The Solomon Islands, an archipelago about 1,400 miles northeast of Australia with a population of 687,000, is perhaps best known in the U.S. as the site of a major naval campaign during World War II. This week, the island nation sent political shock waves through Washington and Canberra with the announcement that it had signed a security pact with China. It’s the first known bilateral security agreement between China and a country in the Pacific. And it may have military implications for the region.
According to a leaked draft of the agreement, it would allow Chinese warships to dock on the islands, and China could “assist in maintaining social order.” The deal has not been officially published, but a Chinese government spokesperson confirmed on Tuesday that the “social order” clause was in the final version.
The Solomon Islands have been drifting into Beijing’s orbit for some time. In 2019, the islands broke diplomatic relations with Taiwan and established them with the People’s Republic of China. (Only 14 countries still maintain full diplomatic relations with Taiwan — many of them island states in the Pacific and Caribbean, and Beijing has been chipping away at the number with a diplomatic and economic offensive.) The warming relations with China have been highly contentious in the Solomons, sparking violent protests last year that targeted both the government and the Chinatown neighborhood in the capital. The unrest prompted Australia to send in troops to restore order.
The U.S., which hasn’t even had an embassy in the Solomons for nearly 30 years but is now planning to open one, dispatched a high-level delegation to the islands this week, including White House Indo-Pacific Coordinator Kurt Campbell, for talks about the pact.
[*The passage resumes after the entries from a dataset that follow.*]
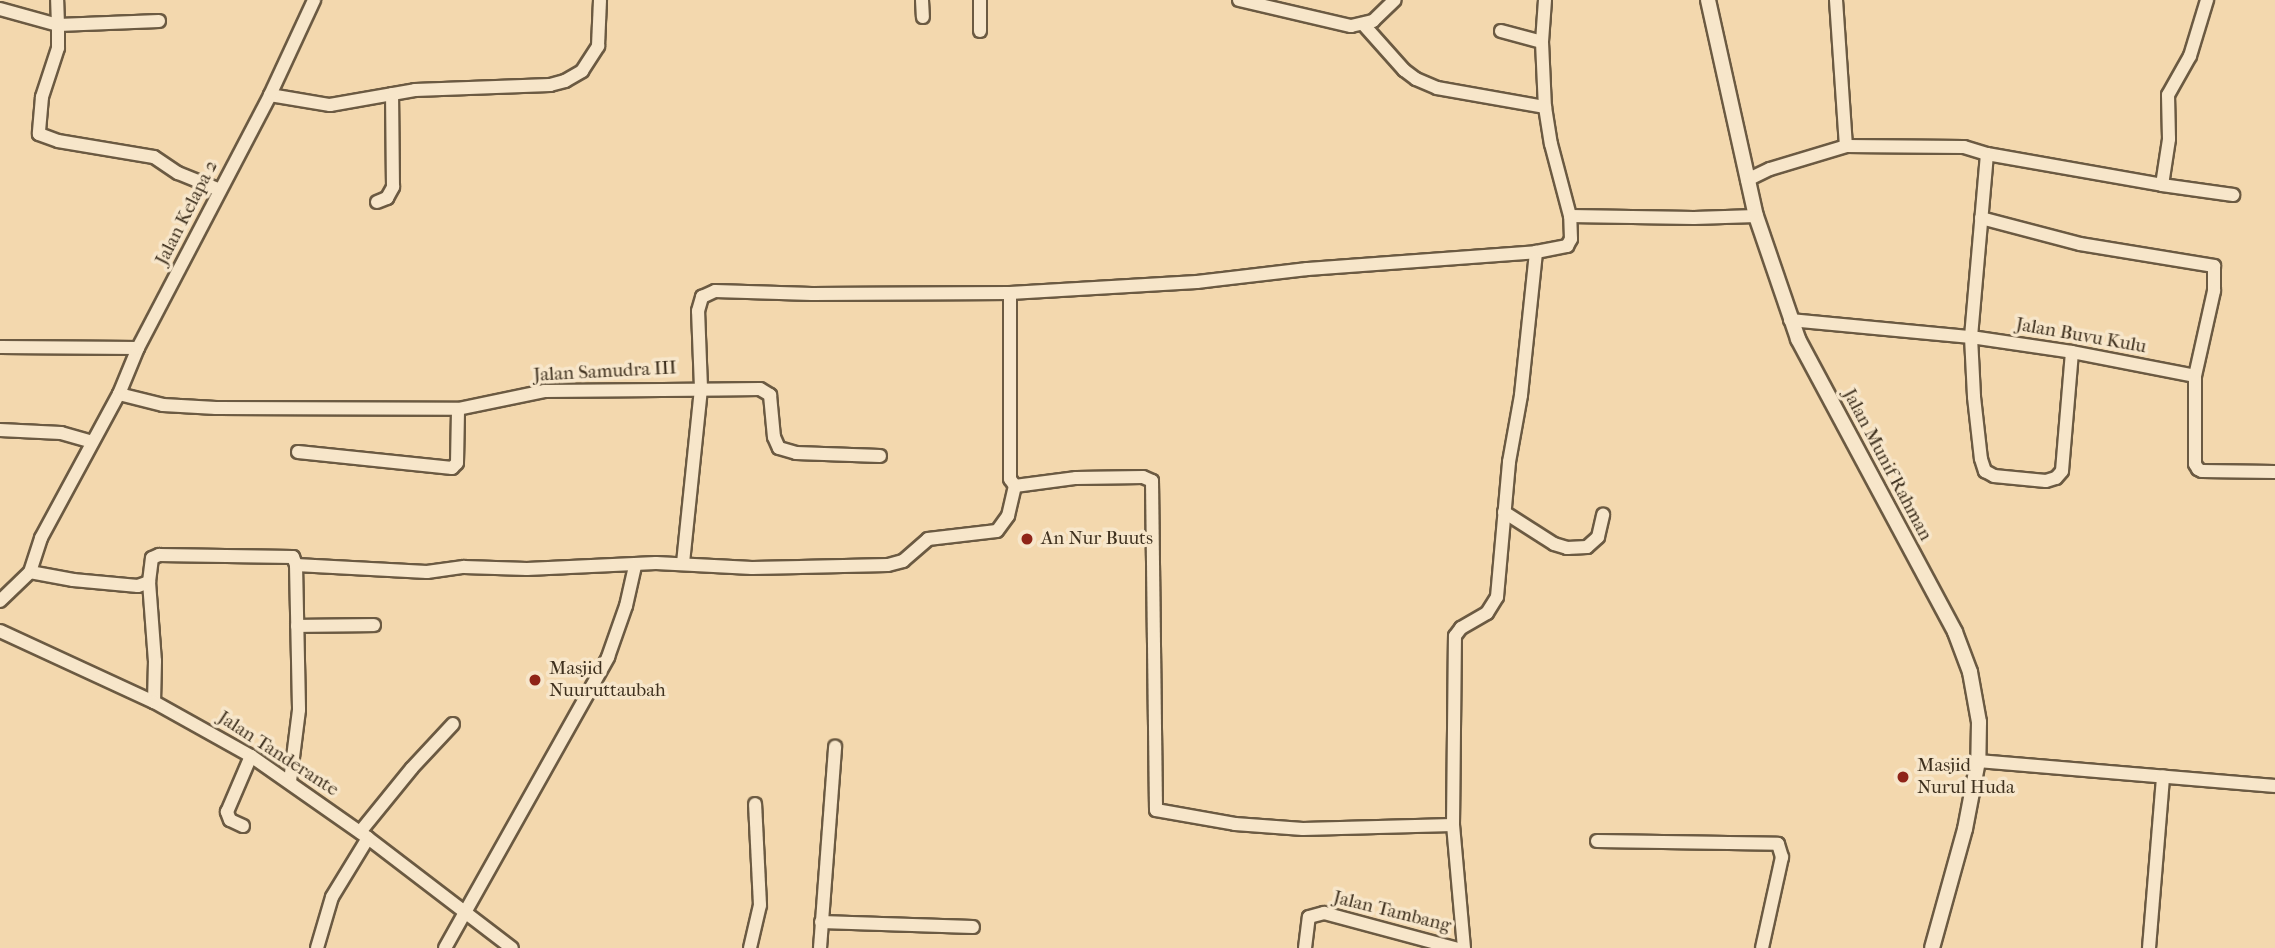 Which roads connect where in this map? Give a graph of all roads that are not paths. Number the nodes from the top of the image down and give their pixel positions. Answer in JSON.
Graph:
{"nodes":[{"id":1,"x":57,"y":0,"type":"edge"},
{"id":2,"x":314,"y":0,"type":"edge"},
{"id":3,"x":600,"y":0,"type":"edge"},
{"id":4,"x":922,"y":0,"type":"edge"},
{"id":5,"x":980,"y":0,"type":"edge"},
{"id":6,"x":1240,"y":0,"type":"edge"},
{"id":7,"x":1395,"y":0,"type":"edge"},
{"id":8,"x":1545,"y":0,"type":"edge"},
{"id":9,"x":1708,"y":0,"type":"edge"},
{"id":10,"x":1836,"y":0,"type":"edge"},
{"id":11,"x":2207,"y":0,"type":"edge"},
{"id":12,"x":0,"y":9,"type":"edge"},
{"id":13,"x":923,"y":17,"type":"dead end"},
{"id":14,"x":159,"y":21,"type":"dead end"},
{"id":15,"x":1363,"y":24,"type":"junction"},
{"id":16,"x":58,"y":25,"type":"junction"},
{"id":17,"x":980,"y":31,"type":"dead end"},
{"id":18,"x":1502,"y":31,"type":"dead end"},
{"id":19,"x":1542,"y":41,"type":"junction"},
{"id":20,"x":392,"y":94,"type":"junction"},
{"id":21,"x":270,"y":95,"type":"junction"},
{"id":22,"x":1545,"y":107,"type":"junction"},
{"id":23,"x":1846,"y":146,"type":"junction"},
{"id":24,"x":1987,"y":154,"type":"junction"},
{"id":25,"x":1747,"y":180,"type":"junction"},
{"id":26,"x":2162,"y":185,"type":"junction"},
{"id":27,"x":220,"y":190,"type":"junction"},
{"id":28,"x":2233,"y":195,"type":"dead end"},
{"id":29,"x":377,"y":202,"type":"dead end"},
{"id":30,"x":1570,"y":216,"type":"junction"},
{"id":31,"x":1756,"y":216,"type":"junction"},
{"id":32,"x":1981,"y":218,"type":"junction"},
{"id":33,"x":1536,"y":252,"type":"junction"},
{"id":34,"x":1010,"y":293,"type":"junction"},
{"id":35,"x":1790,"y":320,"type":"junction"},
{"id":36,"x":1971,"y":337,"type":"junction"},
{"id":37,"x":0,"y":347,"type":"edge"},
{"id":38,"x":138,"y":348,"type":"junction"},
{"id":39,"x":2072,"y":352,"type":"junction"},
{"id":40,"x":2195,"y":376,"type":"junction"},
{"id":41,"x":701,"y":388,"type":"junction"},
{"id":42,"x":119,"y":394,"type":"junction"},
{"id":43,"x":458,"y":409,"type":"junction"},
{"id":44,"x":0,"y":430,"type":"edge"},
{"id":45,"x":92,"y":443,"type":"junction"},
{"id":46,"x":298,"y":452,"type":"dead end"},
{"id":47,"x":880,"y":456,"type":"dead end"},
{"id":48,"x":2275,"y":472,"type":"edge"},
{"id":49,"x":1015,"y":485,"type":"junction"},
{"id":50,"x":1504,"y":512,"type":"junction"},
{"id":51,"x":1603,"y":515,"type":"dead end"},
{"id":52,"x":683,"y":563,"type":"junction"},
{"id":53,"x":296,"y":565,"type":"junction"},
{"id":54,"x":635,"y":566,"type":"junction"},
{"id":55,"x":30,"y":572,"type":"junction"},
{"id":56,"x":149,"y":582,"type":"junction"},
{"id":57,"x":0,"y":601,"type":"edge"},
{"id":58,"x":373,"y":625,"type":"dead end"},
{"id":59,"x":297,"y":626,"type":"junction"},
{"id":60,"x":0,"y":631,"type":"edge"},
{"id":61,"x":154,"y":702,"type":"junction"},
{"id":62,"x":453,"y":724,"type":"dead end"},
{"id":63,"x":835,"y":747,"type":"dead end"},
{"id":64,"x":251,"y":756,"type":"junction"},
{"id":65,"x":1978,"y":761,"type":"junction"},
{"id":66,"x":2163,"y":777,"type":"junction"},
{"id":67,"x":290,"y":781,"type":"junction"},
{"id":68,"x":2275,"y":786,"type":"edge"},
{"id":69,"x":755,"y":804,"type":"dead end"},
{"id":70,"x":243,"y":825,"type":"dead end"},
{"id":71,"x":1453,"y":825,"type":"junction"},
{"id":72,"x":364,"y":835,"type":"junction"},
{"id":73,"x":1597,"y":841,"type":"dead end"},
{"id":74,"x":466,"y":912,"type":"junction"},
{"id":75,"x":821,"y":922,"type":"junction"},
{"id":76,"x":973,"y":927,"type":"dead end"},
{"id":77,"x":317,"y":948,"type":"edge"},
{"id":78,"x":445,"y":948,"type":"edge"},
{"id":79,"x":512,"y":948,"type":"edge"},
{"id":80,"x":750,"y":948,"type":"edge"},
{"id":81,"x":820,"y":948,"type":"edge"},
{"id":82,"x":1305,"y":948,"type":"edge"},
{"id":83,"x":1455,"y":948,"type":"edge"},
{"id":84,"x":1464,"y":948,"type":"edge"},
{"id":85,"x":1762,"y":948,"type":"edge"},
{"id":86,"x":1932,"y":948,"type":"edge"},
{"id":87,"x":2149,"y":948,"type":"edge"}],
"edges":[{"from":1,"to":16,"type":"street"},
{"from":2,"to":21,"type":"street","name":"Jalan Kelapa 2"},
{"from":3,"to":20,"type":"street"},
{"from":4,"to":13,"type":"street"},
{"from":5,"to":17,"type":"street"},
{"from":6,"to":15,"type":"street"},
{"from":7,"to":15,"type":"street"},
{"from":8,"to":19,"type":"street"},
{"from":9,"to":25,"type":"street","name":"Jalan Munif Rahman"},
{"from":10,"to":23,"type":"street"},
{"from":11,"to":26,"type":"street"},
{"from":12,"to":16,"type":"street"},
{"from":14,"to":16,"type":"street"},
{"from":15,"to":22,"type":"street"},
{"from":16,"to":27,"type":"street"},
{"from":18,"to":19,"type":"street"},
{"from":19,"to":22,"type":"street"},
{"from":20,"to":21,"type":"street"},
{"from":20,"to":29,"type":"street"},
{"from":21,"to":27,"type":"street","name":"Jalan Kelapa 2"},
{"from":22,"to":30,"type":"street"},
{"from":23,"to":24,"type":"street"},
{"from":23,"to":25,"type":"street"},
{"from":24,"to":26,"type":"street"},
{"from":24,"to":32,"type":"street"},
{"from":25,"to":31,"type":"street","name":"Jalan Munif Rahman"},
{"from":26,"to":28,"type":"street"},
{"from":27,"to":38,"type":"street","name":"Jalan Kelapa 2"},
{"from":30,"to":31,"type":"street"},
{"from":30,"to":33,"type":"street"},
{"from":31,"to":35,"type":"street","name":"Jalan Munif Rahman"},
{"from":32,"to":36,"type":"street"},
{"from":32,"to":40,"type":"street"},
{"from":33,"to":34,"type":"street"},
{"from":33,"to":50,"type":"street"},
{"from":34,"to":41,"type":"street"},
{"from":34,"to":49,"type":"street"},
{"from":35,"to":36,"type":"street","name":"Jalan Buvu Kulu"},
{"from":35,"to":65,"type":"street","name":"Jalan Munif Rahman"},
{"from":36,"to":39,"type":"street","name":"Jalan Buvu Kulu"},
{"from":36,"to":39,"type":"street"},
{"from":37,"to":38,"type":"street"},
{"from":38,"to":42,"type":"street","name":"Jalan Kelapa 2"},
{"from":39,"to":40,"type":"street","name":"Jalan Buvu Kulu"},
{"from":40,"to":48,"type":"street"},
{"from":41,"to":43,"type":"street","name":"Jalan Samudra III"},
{"from":41,"to":47,"type":"street","name":"Jalan Samudra III"},
{"from":41,"to":52,"type":"street"},
{"from":42,"to":43,"type":"street","name":"Jalan Samudra III"},
{"from":42,"to":45,"type":"street","name":"Jalan Kelapa 2"},
{"from":43,"to":46,"type":"street"},
{"from":44,"to":45,"type":"street"},
{"from":45,"to":55,"type":"street","name":"Jalan Kelapa 2"},
{"from":49,"to":52,"type":"street"},
{"from":49,"to":71,"type":"street"},
{"from":50,"to":51,"type":"street"},
{"from":50,"to":71,"type":"street"},
{"from":52,"to":54,"type":"street"},
{"from":53,"to":54,"type":"street"},
{"from":53,"to":56,"type":"street"},
{"from":53,"to":59,"type":"street"},
{"from":54,"to":74,"type":"street"},
{"from":55,"to":56,"type":"street"},
{"from":55,"to":57,"type":"street","name":"Jalan Kelapa 2"},
{"from":56,"to":61,"type":"street"},
{"from":58,"to":59,"type":"street"},
{"from":59,"to":67,"type":"street"},
{"from":60,"to":61,"type":"street","name":"Jalan Tanderante"},
{"from":61,"to":64,"type":"street","name":"Jalan Tanderante"},
{"from":62,"to":72,"type":"street"},
{"from":63,"to":75,"type":"street"},
{"from":64,"to":67,"type":"street","name":"Jalan Tanderante"},
{"from":64,"to":70,"type":"street"},
{"from":65,"to":66,"type":"street"},
{"from":65,"to":86,"type":"street","name":"Jalan Munif Rahman"},
{"from":66,"to":68,"type":"street"},
{"from":66,"to":87,"type":"street"},
{"from":67,"to":72,"type":"street","name":"Jalan Tanderante"},
{"from":69,"to":80,"type":"street"},
{"from":71,"to":84,"type":"street"},
{"from":72,"to":74,"type":"street","name":"Jalan Tanderante"},
{"from":72,"to":77,"type":"street"},
{"from":73,"to":85,"type":"street"},
{"from":74,"to":78,"type":"street"},
{"from":74,"to":79,"type":"street","name":"Jalan Tanderante"},
{"from":75,"to":76,"type":"street"},
{"from":75,"to":81,"type":"street"},
{"from":82,"to":83,"type":"street","name":"Jalan Tambang"}]}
Australian Prime Minister Scott Morrison’s government, which lobbied against the deal, is coming under heavy criticism, with the opposition Australian Labor Party calling it the “worst failure of Australian foreign policy in the Pacific” in 80 years.
To make sense of why this deal is so significant and what it means for the region going forward, Grid spoke with Bonnie Glaser, a leading China expert and director of the Asia Program at the German Marshall Fund of the United States.
The interview has been edited for length and clarity.
Grid: Why do you think the announcement of this agreement has sparked such alarm in both the U.S. and Australia?
Bonnie Glaser: First, because China has been seeking port access. There is evidence that they have wanted to establish a military facility in the Pacific for some time and that they’ve approached different governments. China has been increasing its economic presence in the region and there is, I think, valid reason to be suspicious that China might seek to use its economic presence in order to create the opportunity for a more permanent military presence.
And so, I think, Australia and the U.S. have been alert to this possibility because they view the region as very strategic.
G: What makes the Solomons so strategically important? Is it just the location?
BG: It is the location. It is really quite close to Australia. It comprises about 900 islands that are situated across shipping lanes that connect the U.S. to the broader region. Historically, it was considered to be strategically important for Japan. For example, during World War II, the U.S. had to dislodge its forces there in the Battle of Guadalcanal.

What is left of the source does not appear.